Mary Benoit and Ada Honda, today residents of San Diego and Spokane respectively, were born in Walla Walla more than 100 years ago to Chika and Kimiji Ichikawa.
Many of the families of Japanese descent that would come to call the Walla Walla Valley home moved to the region after the closing of internment camps, seeking to rebuild their lives after their displacement. The Ichikawas were among the few who arrived even earlier, building the region’s railroads alongside other immigrants from Asia.
A century later, the sisters remember Walla Walla in the years before World War II reshaped the country, during Prohibition, during the Great Depression, and during the Second Sino-Japanese War, the latter of which affected them more than most.
They remember that, in those early years, they didn’t think of themselves as Japanese.
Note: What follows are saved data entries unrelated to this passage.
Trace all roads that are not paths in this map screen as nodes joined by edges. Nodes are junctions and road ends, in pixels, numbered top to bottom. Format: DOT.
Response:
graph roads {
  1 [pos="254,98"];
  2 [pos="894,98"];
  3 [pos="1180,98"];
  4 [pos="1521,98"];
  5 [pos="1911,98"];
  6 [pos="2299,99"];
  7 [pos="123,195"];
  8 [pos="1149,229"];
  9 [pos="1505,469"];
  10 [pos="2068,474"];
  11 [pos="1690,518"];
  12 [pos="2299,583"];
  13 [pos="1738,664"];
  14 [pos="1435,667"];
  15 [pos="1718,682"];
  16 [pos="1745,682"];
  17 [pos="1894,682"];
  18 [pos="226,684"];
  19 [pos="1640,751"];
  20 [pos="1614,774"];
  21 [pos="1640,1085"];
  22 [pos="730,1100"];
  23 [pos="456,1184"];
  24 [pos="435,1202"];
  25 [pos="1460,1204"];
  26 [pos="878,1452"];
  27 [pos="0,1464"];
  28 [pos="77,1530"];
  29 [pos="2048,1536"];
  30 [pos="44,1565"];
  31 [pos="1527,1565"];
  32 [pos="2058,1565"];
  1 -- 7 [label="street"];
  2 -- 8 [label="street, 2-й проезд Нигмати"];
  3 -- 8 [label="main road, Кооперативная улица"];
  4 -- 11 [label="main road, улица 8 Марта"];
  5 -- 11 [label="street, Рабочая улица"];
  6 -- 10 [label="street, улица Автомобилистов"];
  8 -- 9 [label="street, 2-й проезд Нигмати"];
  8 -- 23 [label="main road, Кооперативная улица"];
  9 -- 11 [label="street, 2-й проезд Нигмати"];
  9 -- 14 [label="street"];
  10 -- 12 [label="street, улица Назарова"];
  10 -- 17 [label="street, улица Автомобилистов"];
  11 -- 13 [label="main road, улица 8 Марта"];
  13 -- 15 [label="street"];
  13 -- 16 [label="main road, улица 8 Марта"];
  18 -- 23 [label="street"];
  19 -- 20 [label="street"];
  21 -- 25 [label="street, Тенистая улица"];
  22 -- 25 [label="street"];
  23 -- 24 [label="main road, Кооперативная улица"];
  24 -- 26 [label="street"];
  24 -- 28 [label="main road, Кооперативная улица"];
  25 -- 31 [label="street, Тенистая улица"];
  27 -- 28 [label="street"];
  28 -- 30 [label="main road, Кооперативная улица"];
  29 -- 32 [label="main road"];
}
They saw themselves as Americans. Many years later, in the wake of terrible wars between great powers, their heritage would be brought into sharp relief. Difficult years would follow.
But as they remember growing up in Walla Walla, Mary, who will soon celebrate her 104th birthday, and Ada, whose 102nd is in November, remember the city as home.
Coming to America
Kimiji “Ben” Ichikawa moved to the region in the early 1900s, following his three brothers who were indentured workers building the region’s railroads. Uneducated, Kimiji arrived without a penny in his pocket, Mary said, and he worked for a few years before he and his brothers were able to pay their debts to the railroad company.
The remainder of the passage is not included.